Yatsenyuk’s resignation comes after a period of several months during which he and the Cabinet of Ministers had been subject to increasingly insistent demands to resign from their rivals in the Ukrainian political establishment as well as behind the scenes pressure from the government’s US handlers.

In advance of a no-confidence vote in February, US officials had initially argued that Yatsenyuk should remain in office. However, according to the website Zn.ua, during President Petro Poroshenko’s visit to the United States on March 30 and April 1, Assistant Secretary of State Victoria Nuland and Vice President Joseph Biden had demanded the formation of a new government and set a deadline of April 12. That such dictates could be made and followed so precisely underscores the complete subservience of Kiev to Washington.

Since the November 2014 parliamentary election, Yatsenyuk’s People’s Front and the Petro Poroshenko Bloc had been coalition partners in the Verkhovna Rada, along with Fatherland, the Radical Party of Oleh Lyashko, and Self Reliance. By February 2016, however, all of the other parties of this erstwhile coalition had turned against People’s Front.

Without a parliamentary majority, the government’s ability to enact neo-liberal “reforms” demanded by Ukraine’s creditors, most prominently the International Monetary Fund, is impaired. Thus, by leaving the coalition, Yatsenyuk’s opponents made him a convenient scapegoat for the country’s disastrous economic condition while preparing to continue the same political course that caused that condition.

The pressure which caused Yatsenyuk to resign has been of an entirely cynical and hypocritical character. He has been driven out by his former allies, far-right careerists who seek to gain personally from the collapse of popular support for Yatsenyuk. No improvement in any aspect of Ukrainian social life can be expected from the thugs and charlatans who are currently preparing to gain from his exit.

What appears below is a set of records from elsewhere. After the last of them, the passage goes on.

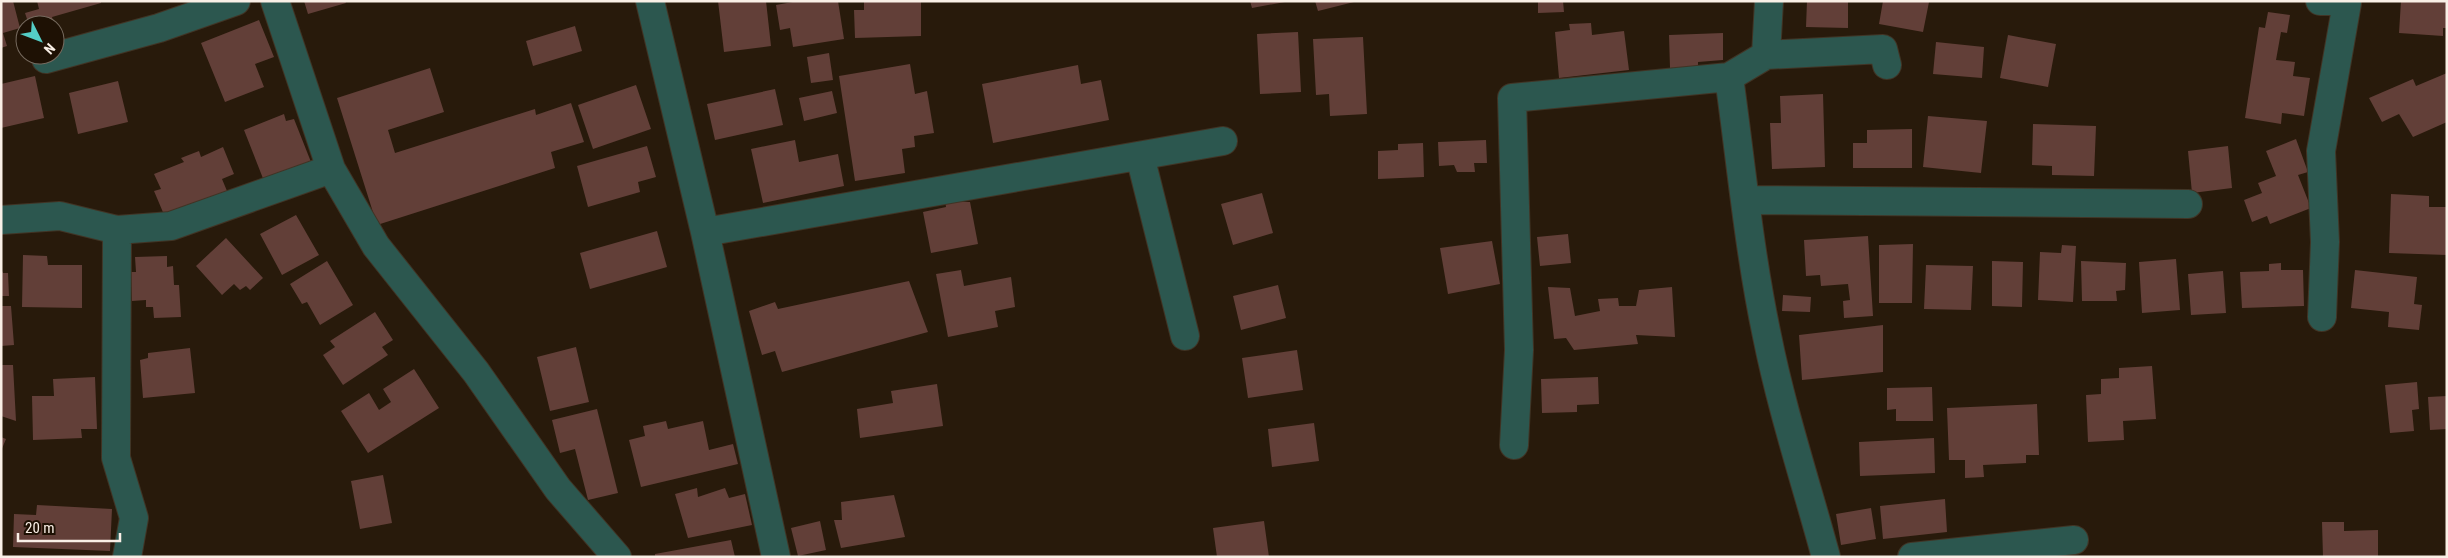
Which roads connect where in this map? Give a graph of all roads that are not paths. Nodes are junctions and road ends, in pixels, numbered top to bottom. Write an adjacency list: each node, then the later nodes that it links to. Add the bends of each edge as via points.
1 (236, 1): 7 (street, via 159,28)
2 (275, 1): 13 (street)
3 (650, 1): 18 (street)
4 (1769, 1): 8 (street)
5 (2320, 1): 6 (street)
6 (2347, 2): 19 (street, via 2321,151)
7 (65, 54)
8 (1766, 55): 9 (street, via 1883,49); 10 (street)
9 (1887, 65)
10 (1729, 77): 14 (street); 21 (street, via 1512,98 1519,350)
11 (1223, 141): 12 (street)
12 (1140, 156): 18 (street); 20 (street)
13 (331, 169): 17 (street, via 171,226); 23 (street, via 376,246 476,372 558,489)
14 (1746, 200): 15 (street); 26 (street, via 1751,257 1767,338)
15 (2188, 204)
16 (1, 220): 17 (street, via 60,216)
17 (116, 230): 24 (street, via 116,458 134,518)
18 (705, 232): 25 (street)
19 (2322, 317)
20 (1185, 336)
21 (1514, 446)
22 (2074, 540): 27 (street)
23 (612, 556)
24 (127, 557)
25 (776, 557)
26 (1826, 557)
27 (1912, 557)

Official criticism of Yatsenyuk has come from the far right. That is, he is not criticized for perpetrating an aggressive war against the people of eastern Ukraine, for carrying out brutal austerity policies or a sharp drop in trade with Russia that had caused the collapse of the country’s economy. Rather, Yatsenyuk’s opponents in the Ukrainian political establishment have accused him of failing to carry out “reforms” and abetting government corruption.

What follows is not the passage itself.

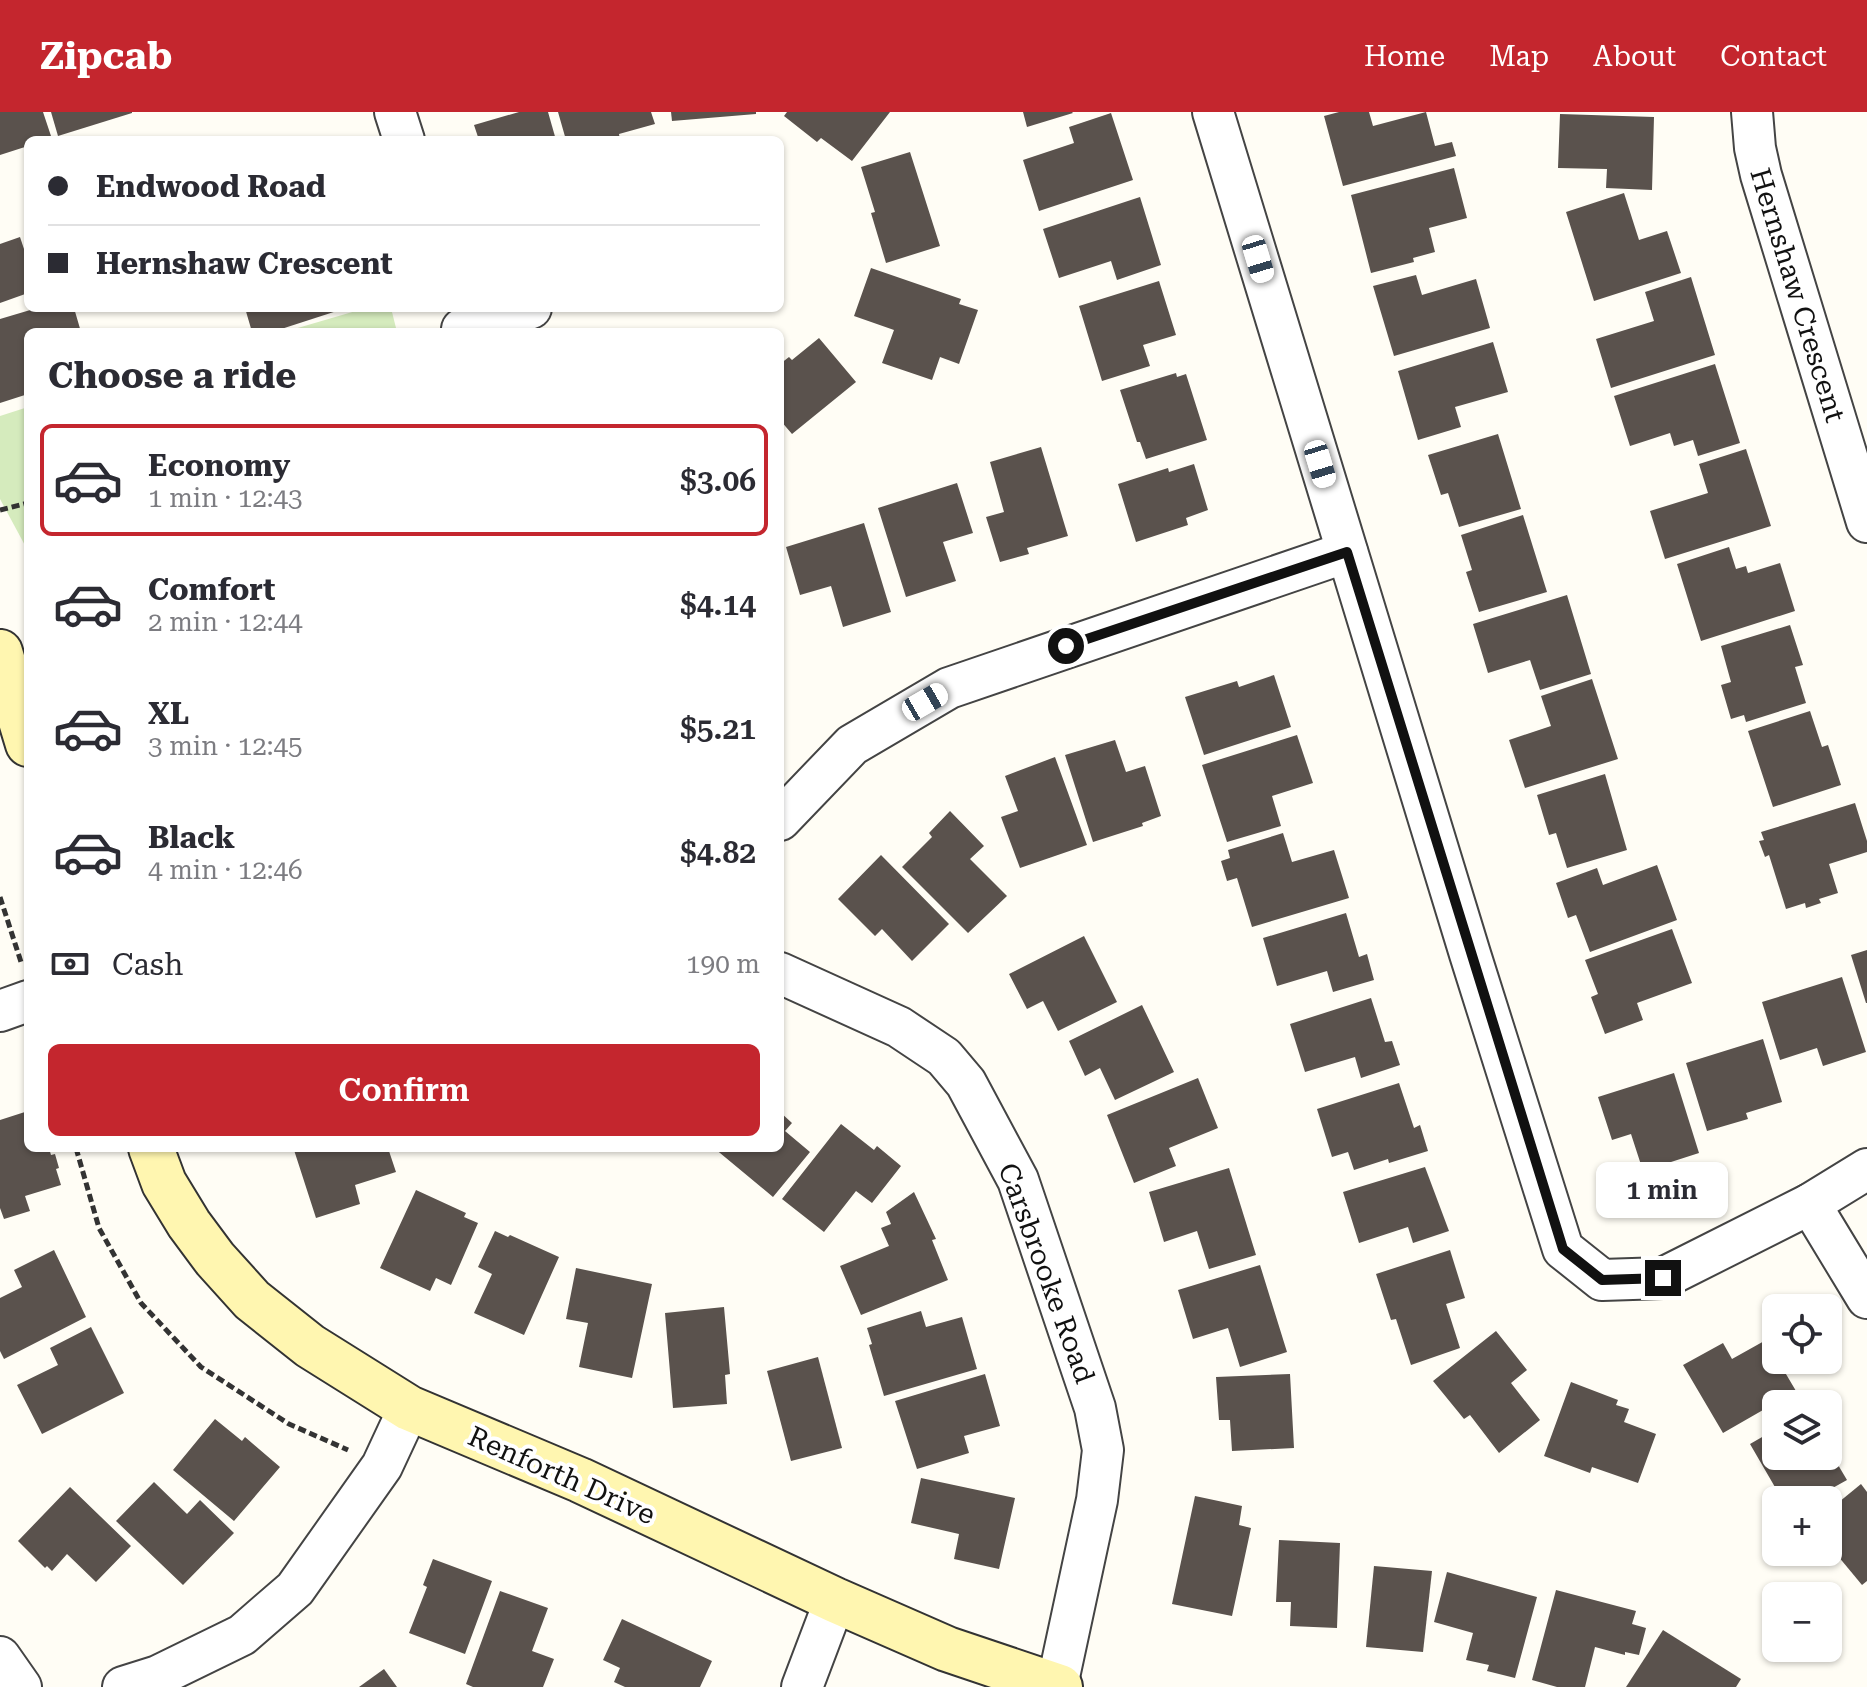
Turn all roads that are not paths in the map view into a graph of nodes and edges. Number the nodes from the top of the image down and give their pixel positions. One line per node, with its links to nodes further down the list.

The fact that the movement against Yatsenyuk had nothing to do with a fight against corruption was underscored in the initial revelations of the Panama Papers. According to the leaked documents, President Poroshenko himself had created a secret offshore company in the British Virgin Islands for the purpose of tax evasion in August 2014, two months after being inaugurated as president.

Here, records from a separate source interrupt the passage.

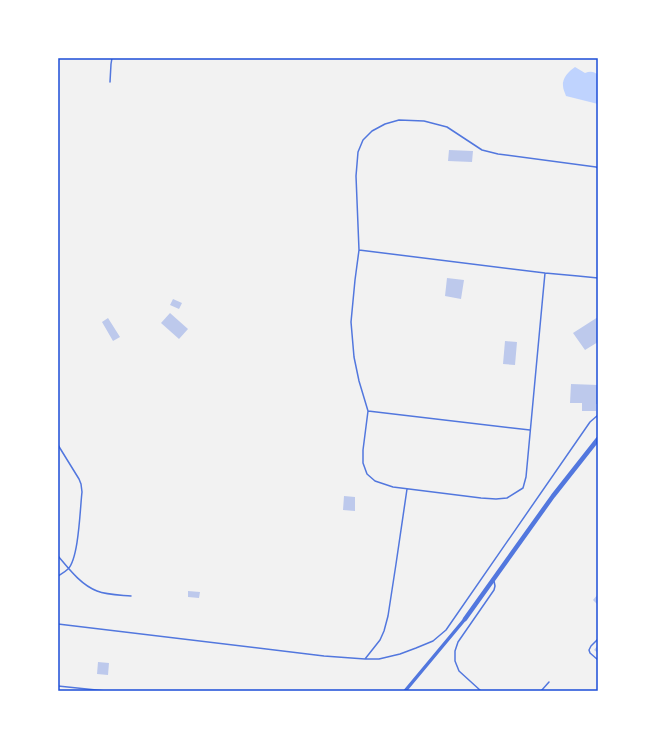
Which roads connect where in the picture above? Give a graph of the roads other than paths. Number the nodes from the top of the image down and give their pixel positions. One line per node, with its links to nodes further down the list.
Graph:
1 (112, 58): 2 (lane)
2 (110, 82)
3 (598, 168): 4 (lane)
4 (359, 250): 5 (lane); 7 (lane)
5 (546, 273): 6 (lane); 9 (lane)
6 (598, 278)
7 (368, 410): 9 (lane); 12 (lane)
8 (598, 415): 21 (lane)
9 (530, 430): 12 (lane)
10 (598, 439): 16 (street)
11 (58, 445): 14 (lane)
12 (407, 489): 21 (lane)
13 (58, 556): 14 (lane)
14 (69, 568): 15 (lane); 17 (lane)
15 (58, 576)
16 (493, 580): 18 (street); 27 (lane)
17 (132, 596)
18 (465, 619): 26 (street)
19 (58, 624): 21 (lane)
20 (598, 639): 22 (lane)
21 (365, 659)
22 (598, 660)
23 (549, 682): 28 (lane)
24 (58, 686): 25 (lane)
25 (106, 691)
26 (405, 691)
27 (481, 691)
28 (541, 691)

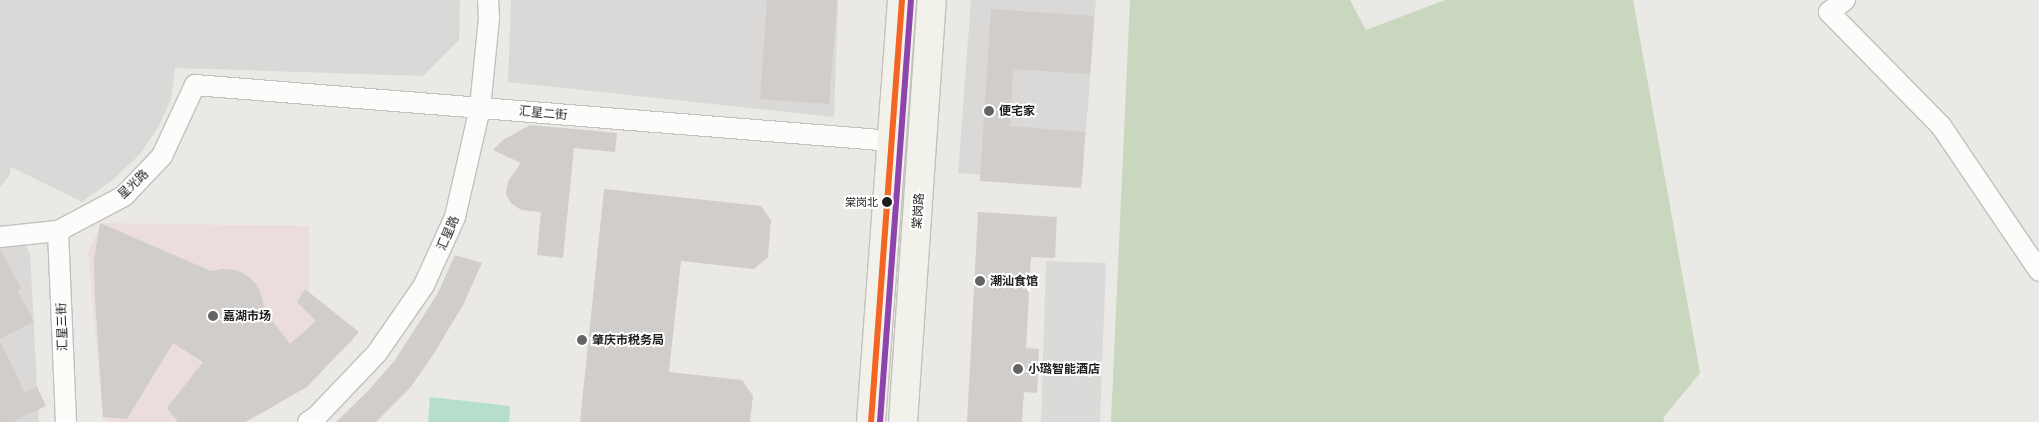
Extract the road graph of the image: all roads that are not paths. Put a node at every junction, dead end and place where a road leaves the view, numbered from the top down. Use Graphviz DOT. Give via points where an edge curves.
graph roads {
  1 [pos="488,0"];
  2 [pos="902,0"];
  3 [pos="932,0"];
  4 [pos="1845,0"];
  5 [pos="194,85"];
  6 [pos="480,108"];
  7 [pos="892,141"];
  8 [pos="58,231"];
  9 [pos="0,237"];
  10 [pos="2039,271"];
  11 [pos="878,336"];
  12 [pos="909,339"];
  13 [pos="66,422"];
  14 [pos="308,422"];
  15 [pos="871,422"];
  16 [pos="903,422"];
  1 -- 6 [label="street, 汇星路"];
  2 -- 7 [label="main road"];
  3 -- 12 [label="main road, 棠岗路"];
  4 -- 10 [label="street" via="1828,12 1941,126"];
  5 -- 6 [label="street, 汇星二街"];
  5 -- 8 [label="street, 星光路" via="162,156 124,196"];
  6 -- 7 [label="street, 汇星二街"];
  6 -- 14 [label="street, 汇星路" via="456,217 424,285 377,353"];
  7 -- 11 [label="main road"];
  8 -- 9 [label="street, 星光路"];
  8 -- 13 [label="street, 汇星三街"];
  11 -- 12 [label="main road"];
  11 -- 15 [label="main road"];
  12 -- 16 [label="main road, 棠岗路"];
}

In addition to the implementation of disastrous austerity measures and civil war policies and his deeply servile relationship with the United States government, Yatsenyuk will be remembered for his characteristically foul and reactionary public statements.

Particularly notable was his comment to German television network ARD on January 8, 2015, stating, “Russian aggression in Ukraine is an attack on the world order and on order in Europe. We still remember well the Soviet invasion of Ukraine and Germany.” German authorities were later compelled to distance themselves from this statement and affirm their acknowledgment of German responsibility for World War II.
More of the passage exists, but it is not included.